New team wins majority in ACT CPSU

March 19, 1997
Issue 

By Frank Gollan

CANBERRA — Delegates attending the March 13 branch conference of the ACT Community and Public Sector Union (CPSU) expressed strong support for a united and effective fight against attacks on the public service. The meeting rejected individual and agency level agreements and called for "a comprehensive agency- and service-wide strategy for taking industrial action".

It specifically called on the union's national leadership to "convene mass meetings to consider a campaign of escalating industrial action across the Australian Public Service in response to the Workplace Relations Act and attacks on the public sector".

The conference also showed that despite branch secretary Cath Garvan losing office late last year, the branch had not swung back to supporting the CPSU's ruling ALP-dominated faction. All seven executive positions contested were won by the BEST (Balance, Experience, Scrutiny and Talent) team, which is continuing the independent activist tradition of the earlier CPSU Challenge group.

With office holders elected in late 1996, this gives the team a clear majority on the branch executive.

The meeting opened with an address by CPSU joint national secretary Wendy Caird, in which she predicted that no government departments would implement new styles of industrial agreements with public service workers until after the May budget.

Delegates pointed out that some agencies have already started to move on the issue, and that union members were feeling uninformed and powerless. One summarised the situation in workplaces as "a vacuum of information and strategy".

Caird was also quizzed on the decision to send NSW branch secretary Vicky Telfer to work in the ACT branch.

This was the first branch conference since new branch secretary Simon Jarmen took office. In his first 10 weeks, Jarmen had substantially curtailed the democratic practices of the branch. As the ruling body of the branch, the conference sought to rectify a number of problems:

  • <~>The secretary was instructed to circulate all national bulletins to members, and hold all nationally initiated consultative processes, rather than selectively deciding what to circulate.

  • <~>Jarmen was instructed to convene a branch conference to prepare the ACT position prior to each national executive meeting. Branch members have had no opportunity to direct the secretary on any issues on the agenda of the next national executive meeting, due before the end of March.

  • <~>Jarmen was instructed not to appoint delegates to ACT Trades and Labour Council through the branch executive, but to abide by branch conference election.
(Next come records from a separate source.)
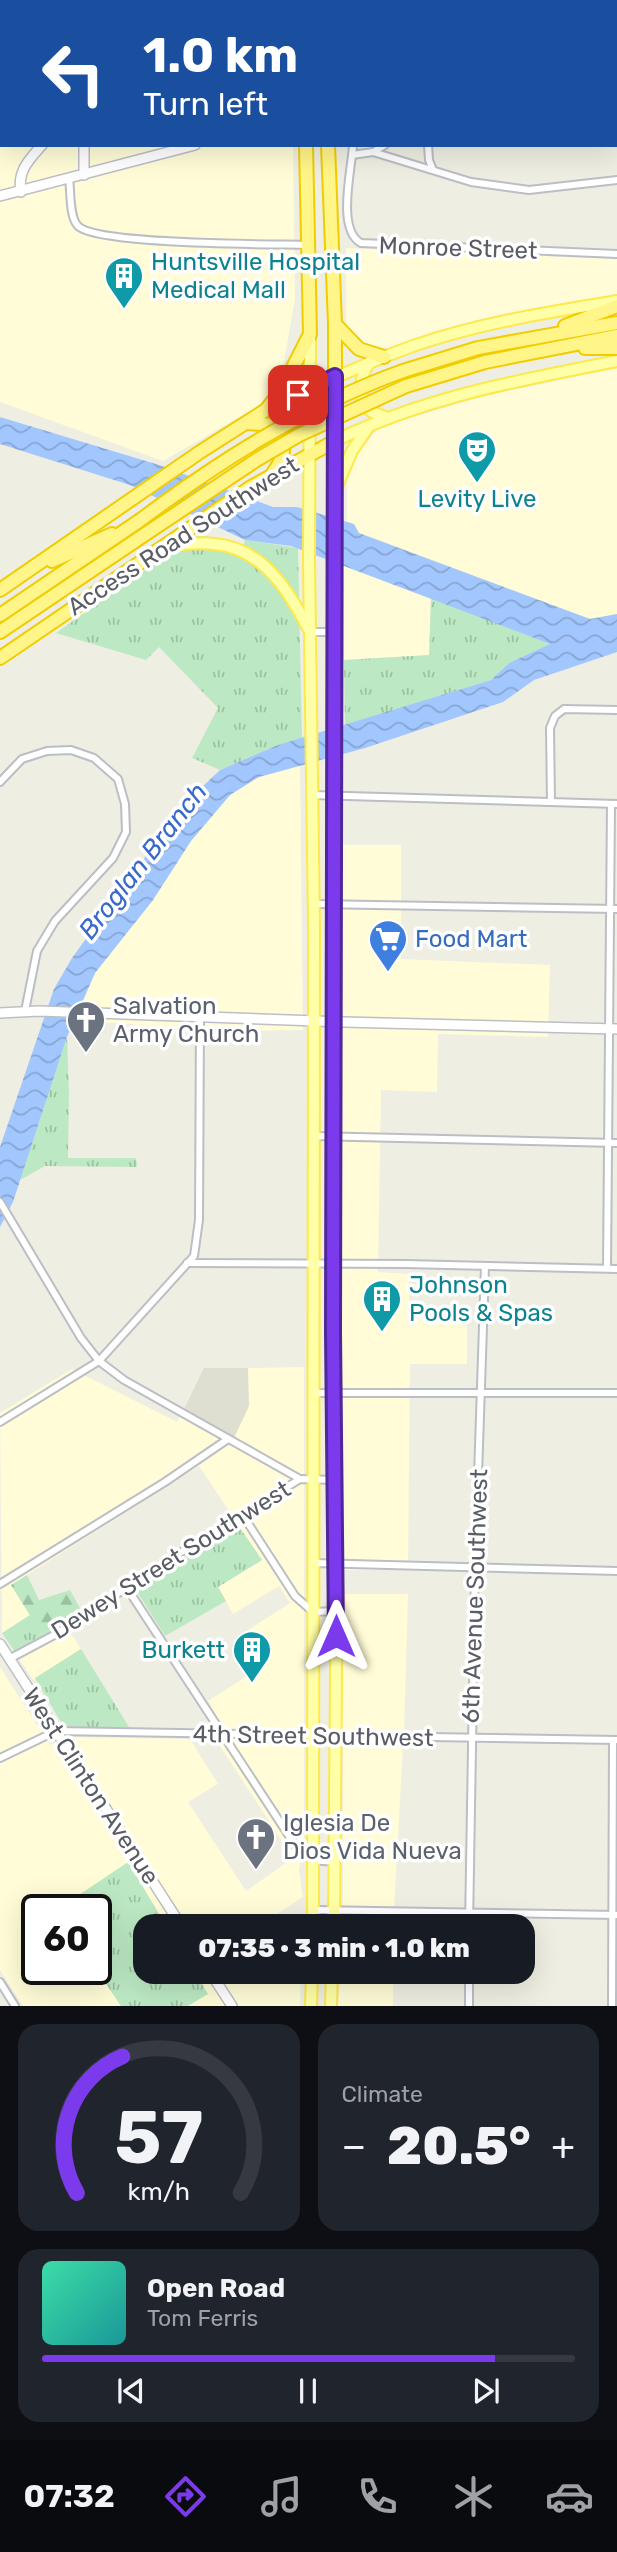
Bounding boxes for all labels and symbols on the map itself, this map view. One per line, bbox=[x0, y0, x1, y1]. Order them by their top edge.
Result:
street label: Monroe Street bbox=[378, 231, 538, 265]
place label: Huntsville Hospital Medical Mall bbox=[151, 248, 360, 304]
building icon: Huntsville Hospital Medical Mall bbox=[103, 255, 145, 310]
pin bbox=[268, 365, 328, 425]
theatre icon: Levity Live bbox=[456, 429, 498, 484]
street label: Access Road Southwest bbox=[62, 451, 304, 621]
place label: Levity Live bbox=[418, 485, 536, 513]
water label: Broglan Branch bbox=[72, 777, 214, 945]
supermarket icon: Food Mart bbox=[367, 918, 409, 973]
place label: Food Mart bbox=[415, 925, 527, 953]
place label: Salvation Army Church bbox=[113, 992, 259, 1048]
church icon: Salvation Army Church bbox=[65, 999, 107, 1054]
place label: Johnson Pools & Spas bbox=[409, 1271, 553, 1327]
building icon: Johnson Pools & Spas bbox=[361, 1278, 403, 1333]
street label: 6th Avenue Southwest bbox=[457, 1468, 493, 1724]
street label: Dewey Street Southwest bbox=[46, 1475, 296, 1645]
position arrow bbox=[299, 1599, 373, 1673]
building icon: Burkett bbox=[231, 1629, 273, 1684]
place label: Burkett bbox=[141, 1636, 225, 1664]
street label: West Clinton Avenue bbox=[17, 1682, 165, 1890]
street label: 4th Street Southwest bbox=[192, 1720, 434, 1752]
place label: Iglesia De Dios Vida Nueva bbox=[283, 1809, 462, 1865]
church icon: Iglesia De Dios Vida Nueva bbox=[235, 1816, 277, 1871]
speed limit sign: 60 bbox=[21, 1894, 112, 1985]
The conference also resolved that all other avenues should be exhausted before consideration of legal action against other unions over membership coverage. This position had been previously rejected by the branch executive.

With the new secretary closely tied to one wing of the Labor Party, delegates were concerned that the CPSU's resources would be thrown into disputes with other unions based on ALP factional issues rather than the interests of members.
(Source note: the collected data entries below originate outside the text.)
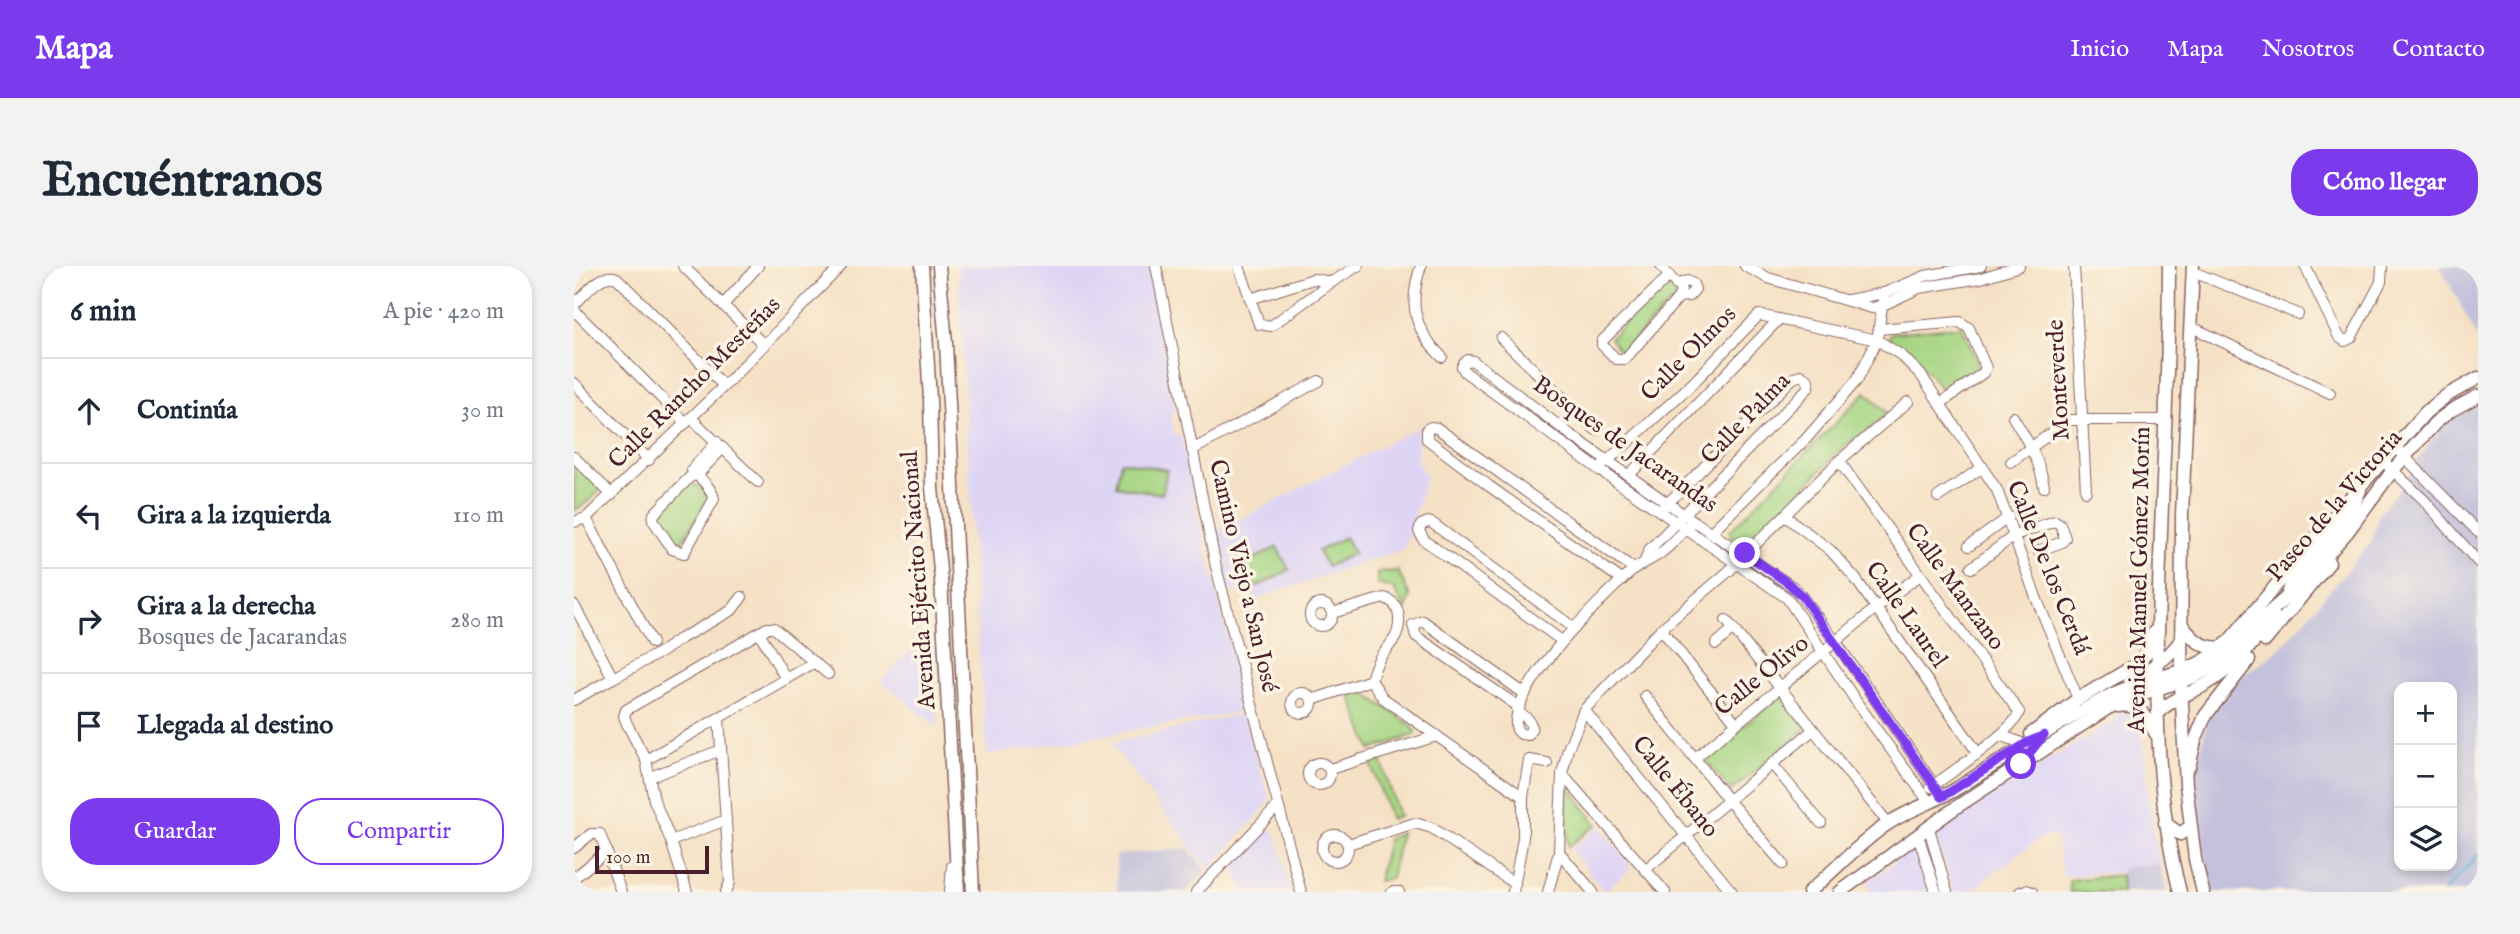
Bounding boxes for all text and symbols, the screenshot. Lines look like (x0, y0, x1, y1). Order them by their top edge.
text: Mapa (35, 28, 112, 70)
text: Inicio (2070, 34, 2129, 65)
text: Mapa (2167, 34, 2223, 65)
text: Nosotros (2261, 34, 2354, 65)
text: Contacto (2392, 34, 2485, 65)
button: Cómo llegar (2291, 149, 2478, 216)
text: Encuéntranos (42, 151, 323, 213)
street label: Calle Rancho Mesteñas (602, 290, 788, 476)
text: 6 min (70, 293, 136, 331)
text: A pie · 420 m (383, 297, 504, 326)
street label: Calle Olmos (1635, 300, 1743, 408)
street label: Monteverde (2040, 319, 2078, 441)
street label: Calle Palma (1694, 366, 1798, 472)
street label: Bosques de Jacarandas (1526, 369, 1724, 521)
icon: ahead (70, 392, 108, 430)
text: Continúa (137, 394, 238, 427)
text: 30 m (461, 396, 504, 425)
street label: Paseo de la Victoria (2260, 423, 2410, 589)
street label: Avenida Manuel Gómez Morín (2122, 426, 2158, 735)
street label: Avenida Ejército Nacional (894, 449, 944, 712)
street label: Camino Viejo a San José (1201, 456, 1285, 696)
street label: Calle De los Cerdá (1999, 476, 2097, 660)
icon: left (70, 497, 108, 535)
text: Gira a la izquierda (137, 499, 331, 532)
text: 110 m (453, 501, 504, 530)
street label: Calle Manzano (1898, 517, 2012, 657)
route end (1729, 537, 1760, 568)
street label: Calle Laurel (1858, 556, 1954, 675)
text: Gira a la derecha (137, 590, 316, 623)
icon: right (70, 602, 108, 640)
text: 280 m (450, 606, 504, 635)
text: Bosques de Jacarandas (137, 623, 347, 652)
street label: Calle Olivo (1708, 628, 1816, 724)
map controls (2394, 682, 2457, 871)
button: + (2394, 682, 2457, 745)
icon: arrive (70, 707, 108, 745)
text: Llegada al destino (137, 709, 333, 742)
street label: Calle Ébano (1624, 730, 1726, 844)
button: − (2394, 745, 2457, 808)
route start (2005, 748, 2036, 779)
button: Guardar (70, 798, 280, 865)
button: Compartir (294, 798, 504, 865)
button: layers (2394, 808, 2457, 871)
scale bar (595, 843, 709, 875)
text: 100 m (606, 846, 650, 870)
One of Jarmen's first actions in office was to provide union office reception staff with "a list of people who I will always talk to". Of the 21 listed (most not in the CPSU), 15 were members of the ALP left faction. Only one (the branch president) was a CPSU member outside his faction.

Successful BEST candidate Val Edwards told Green Left Weekly, "This result opens up the opportunity for ACT members to have a strong say and direct involvement in fighting the Howard government attacks. This will not be easy, but at least members will know that they have a supportive branch executive."